11. WORDS PHRASES — “INTIMATE RELATIONSHIP” DEFINED. — The misnomer, “intimate relationship,” does not necessarily require that the child live in the home of the accused; an “intimate relationship” has been defined as close in friendship or acquaintance, familiar, near, or confidential.

12. EVIDENCE — PROBATIVENESS OF EVIDENCE OF PRIOR CRIME — “INTIMATE RELATIONSHIP” FACTOR FOR ADMISSIBILITY. — Testimony of a child living in the same household or staying as an overnight guest in the perpetrator’s home has been admitted as relevant in a case involving sex crimes against children; evidence against a perpetrator who babysat a child, or who gained access to the child has also been admitted.

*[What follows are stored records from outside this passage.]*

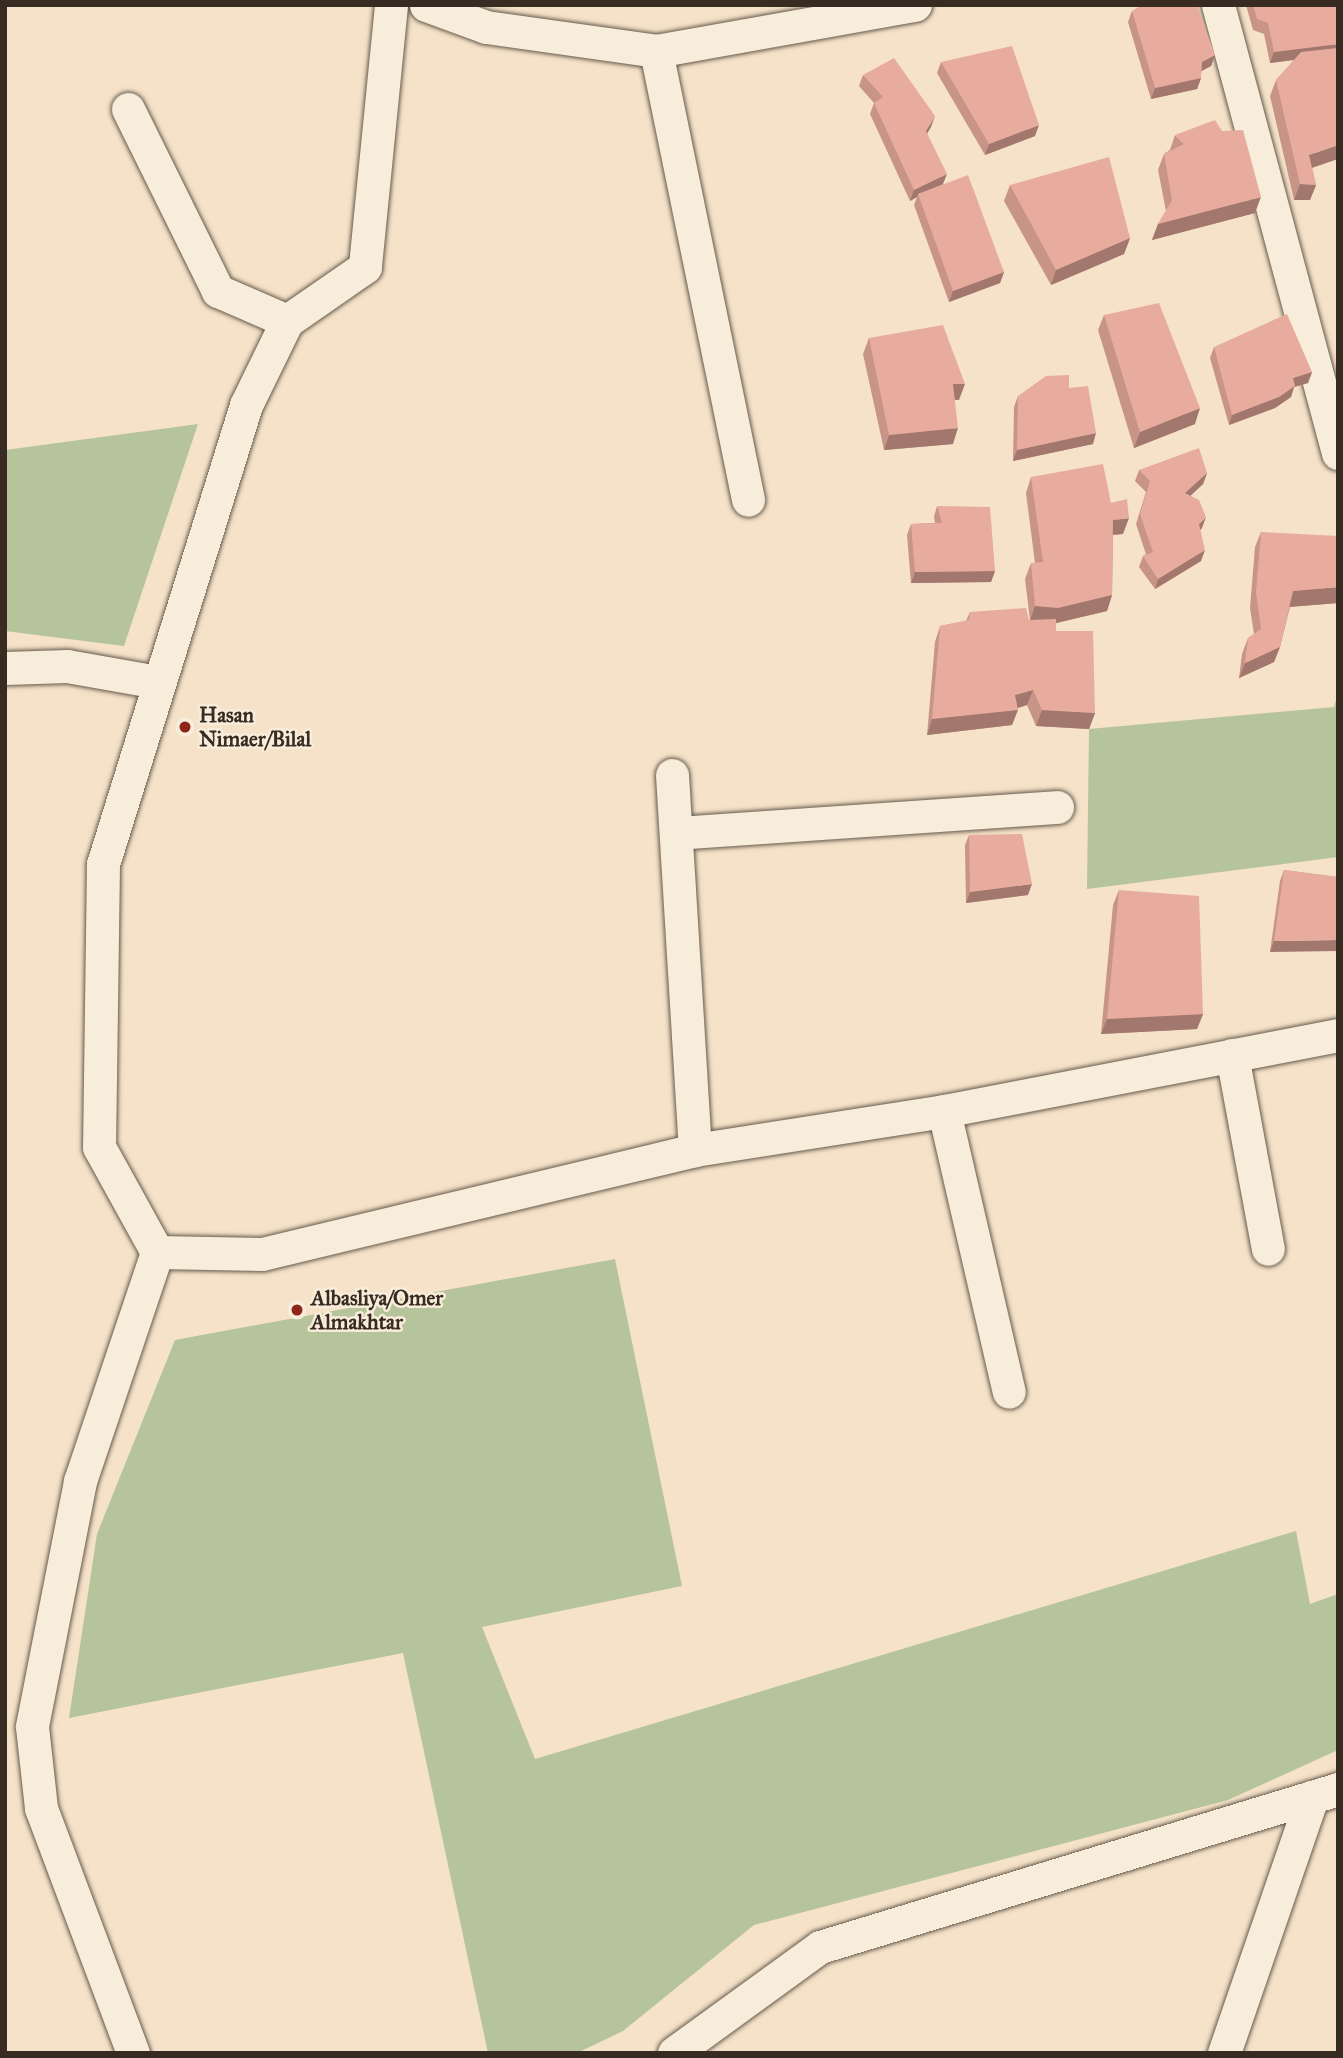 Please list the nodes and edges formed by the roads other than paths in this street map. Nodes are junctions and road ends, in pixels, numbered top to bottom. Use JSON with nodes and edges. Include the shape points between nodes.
{"nodes":[{"id":1,"x":391,"y":5,"type":"edge"},
{"id":2,"x":426,"y":5,"type":"edge"},
{"id":3,"x":915,"y":5,"type":"edge"},
{"id":4,"x":1217,"y":5,"type":"edge"},
{"id":5,"x":656,"y":51,"type":"junction"},
{"id":6,"x":128,"y":109,"type":"dead end"},
{"id":7,"x":288,"y":321,"type":"junction"},
{"id":8,"x":1338,"y":453,"type":"edge"},
{"id":9,"x":748,"y":500,"type":"dead end"},
{"id":10,"x":5,"y":668,"type":"edge"},
{"id":11,"x":158,"y":682,"type":"junction"},
{"id":12,"x":672,"y":775,"type":"dead end"},
{"id":13,"x":1057,"y":807,"type":"dead end"},
{"id":14,"x":676,"y":833,"type":"junction"},
{"id":15,"x":1338,"y":1035,"type":"edge"},
{"id":16,"x":1232,"y":1055,"type":"junction"},
{"id":17,"x":944,"y":1111,"type":"junction"},
{"id":18,"x":695,"y":1150,"type":"junction"},
{"id":19,"x":1268,"y":1249,"type":"dead end"},
{"id":20,"x":157,"y":1252,"type":"junction"},
{"id":21,"x":1009,"y":1392,"type":"dead end"},
{"id":22,"x":1325,"y":1793,"type":"edge"},
{"id":23,"x":133,"y":2053,"type":"edge"},
{"id":24,"x":674,"y":2053,"type":"edge"},
{"id":25,"x":1224,"y":2053,"type":"edge"}],
"edges":[{"from":1,"to":7,"type":"street","via":[[366,267]]},
{"from":2,"to":5,"type":"street","via":[[486,27]]},
{"from":3,"to":5,"type":"street"},
{"from":4,"to":8,"type":"street"},
{"from":5,"to":9,"type":"street"},
{"from":6,"to":7,"type":"street","via":[[218,290]]},
{"from":7,"to":11,"type":"street","via":[[246,405]]},
{"from":10,"to":11,"type":"street","via":[[67,666]]},
{"from":11,"to":20,"type":"street","via":[[103,864],[99,1147]]},
{"from":12,"to":14,"type":"street"},
{"from":13,"to":14,"type":"street"},
{"from":14,"to":18,"type":"street"},
{"from":15,"to":16,"type":"street"},
{"from":16,"to":17,"type":"street"},
{"from":16,"to":19,"type":"street"},
{"from":17,"to":18,"type":"street"},
{"from":17,"to":21,"type":"street"},
{"from":18,"to":20,"type":"street","via":[[262,1254]]},
{"from":20,"to":23,"type":"street","via":[[80,1481],[32,1726],[41,1808]]},
{"from":22,"to":24,"type":"street","via":[[820,1947]]},
{"from":22,"to":25,"type":"street"}]} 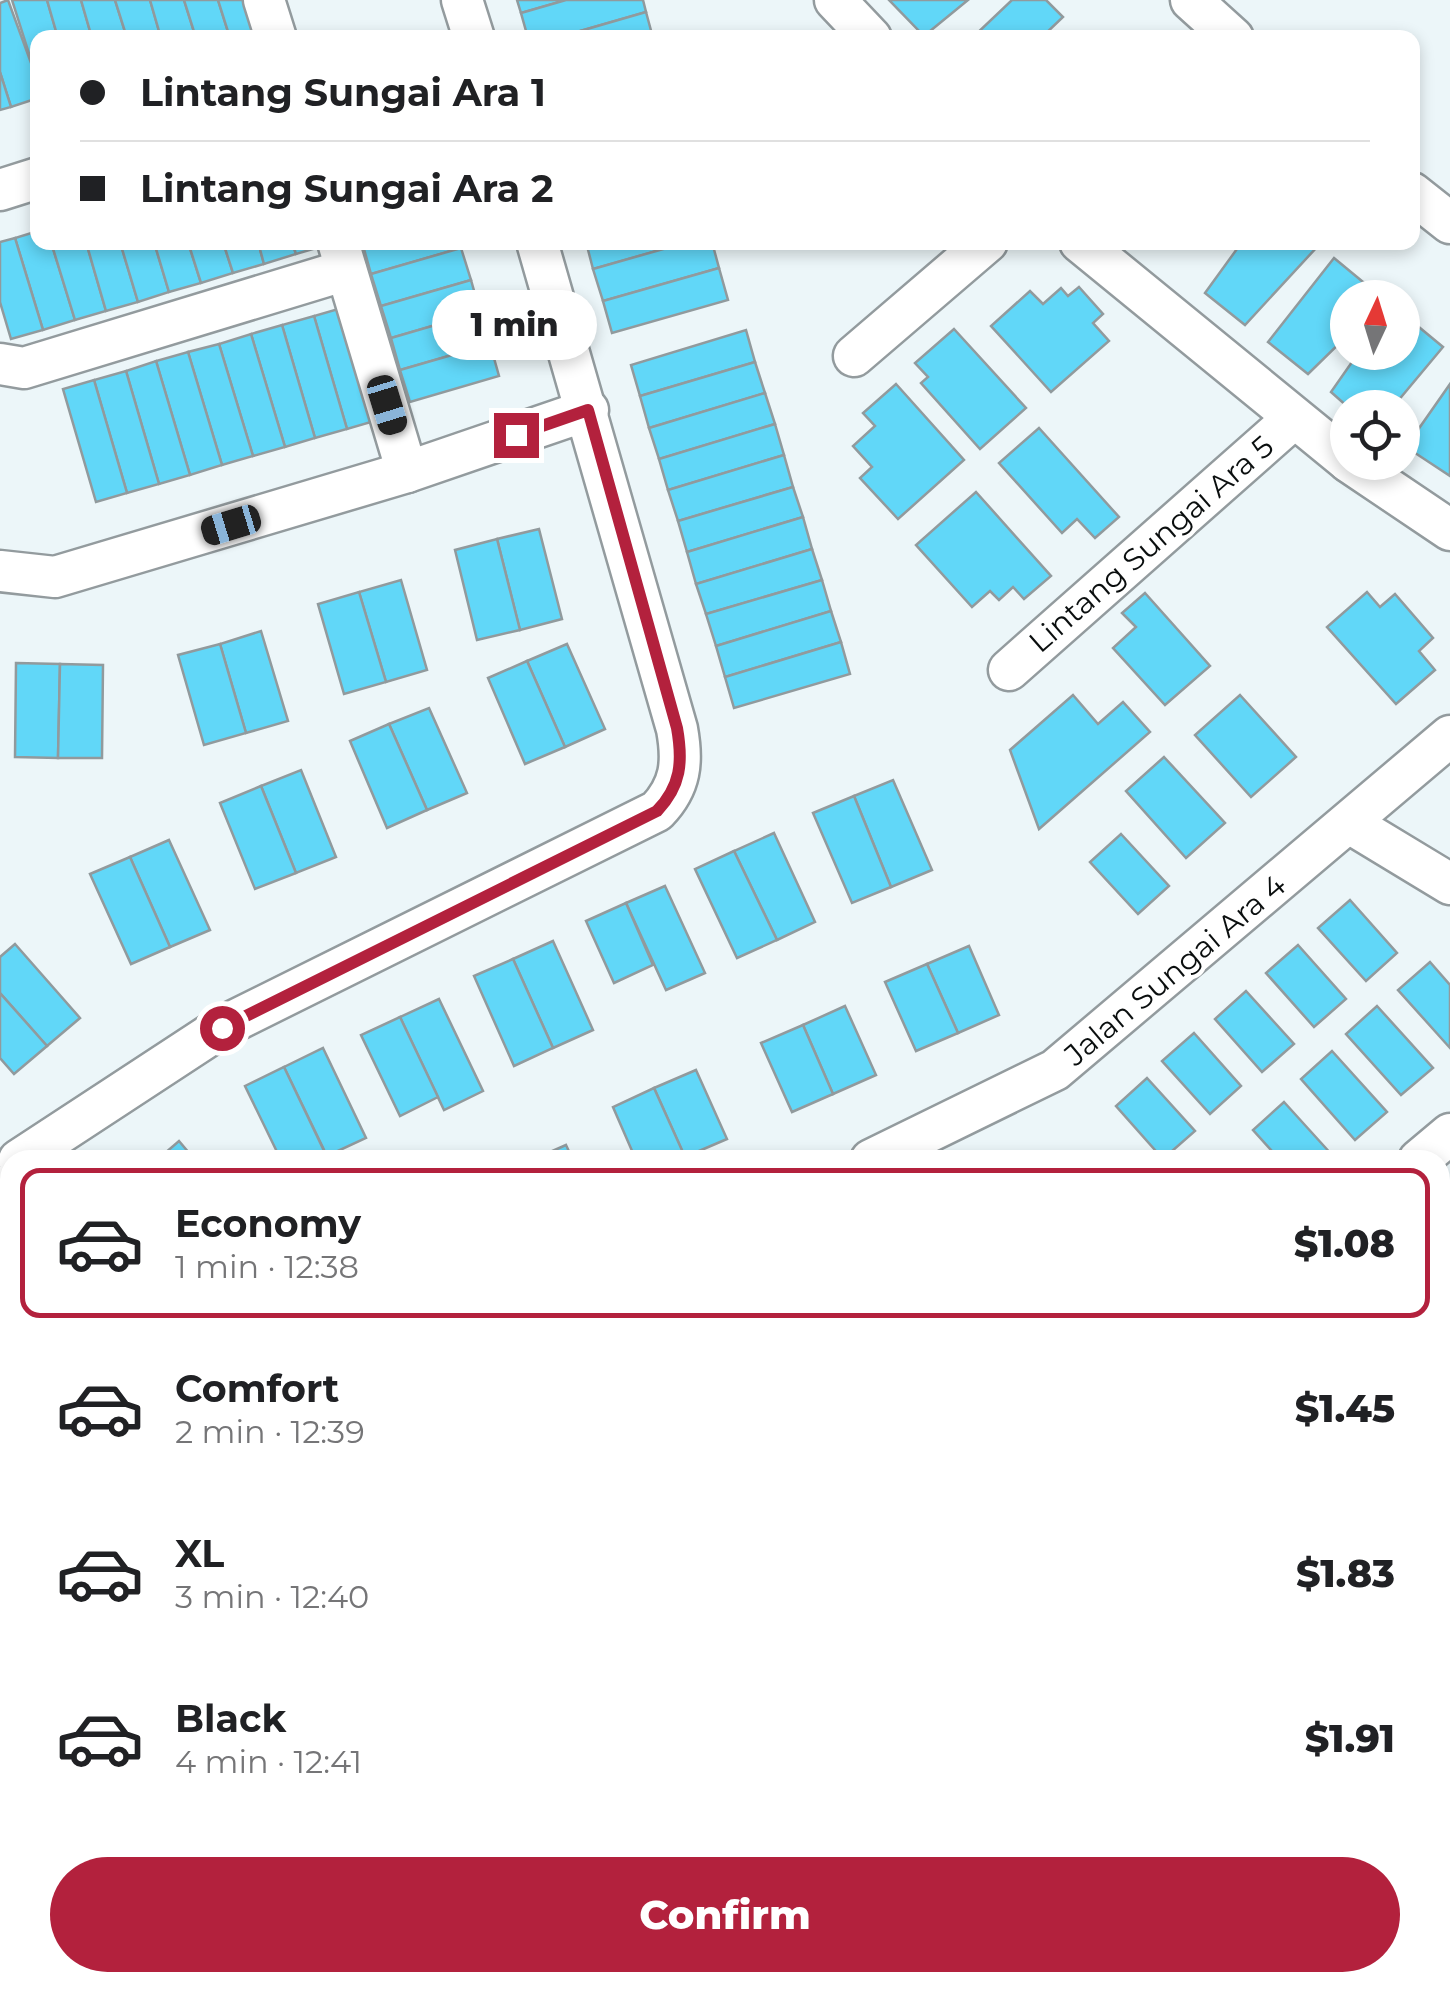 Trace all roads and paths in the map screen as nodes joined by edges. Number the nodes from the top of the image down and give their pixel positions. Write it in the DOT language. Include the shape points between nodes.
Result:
graph roads {
  1 [pos="264,0"];
  2 [pos="834,0"];
  3 [pos="1191,0"];
  4 [pos="273,30"];
  5 [pos="863,30"];
  6 [pos="1224,30"];
  7 [pos="30,181"];
  8 [pos="0,190"];
  9 [pos="1420,200"];
  10 [pos="1450,224"];
  11 [pos="539,250"];
  12 [pos="978,250"];
  13 [pos="1090,250"];
  14 [pos="342,256"];
  15 [pos="854,356"];
  16 [pos="0,364"];
  17 [pos="588,410"];
  18 [pos="1294,418"];
  19 [pos="1330,447"];
  20 [pos="407,472"];
  21 [pos="1375,480"];
  22 [pos="1450,530"];
  23 [pos="0,572"];
  24 [pos="1008,670"];
  25 [pos="1450,736"];
  26 [pos="1351,824"];
  27 [pos="1450,884"];
  28 [pos="1450,1134"];
  29 [pos="34,1150"];
  30 [pos="891,1150"];
  31 [pos="1430,1150"];
  1 -- 4 [label="street"];
  2 -- 5 [label="street"];
  3 -- 6 [label="street"];
  7 -- 8 [label="street"];
  9 -- 10 [label="street"];
  11 -- 17 [label="street"];
  12 -- 15 [label="street"];
  13 -- 18 [label="street, Lintang Sungai Ara 5"];
  14 -- 16 [label="street" via="24,368"];
  14 -- 20 [label="street"];
  17 -- 20 [label="street"];
  17 -- 29 [label="street" via="677,728 682,752 672,796 657,811 222,1028"];
  18 -- 19 [label="street, Lintang Sungai Ara 5"];
  18 -- 24 [label="street, Lintang Sungai Ara 5"];
  20 -- 23 [label="street" via="55,577"];
  21 -- 22 [label="street, Lintang Sungai Ara 5"];
  25 -- 26 [label="street, Jalan Sungai Ara 4"];
  26 -- 27 [label="street"];
  26 -- 30 [label="street, Jalan Sungai Ara 4" via="1055,1070"];
  28 -- 31 [label="street"];
}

13. EVIDENCE — PROBATIVENESS OF EVIDENCE OF PRIOR CRIME — INTIMATE-RELATIONSHIP FACTOR SATISFIED. — One victim was appellant’s daughter, and although the daughter’s friend was not related to appellant, she stayed overnight in appellant’s home, where she was raped; because both victims were abused in appellant’s home, the intimate-relationship factor was satisfied to admit these victims’ testimony in the same trial.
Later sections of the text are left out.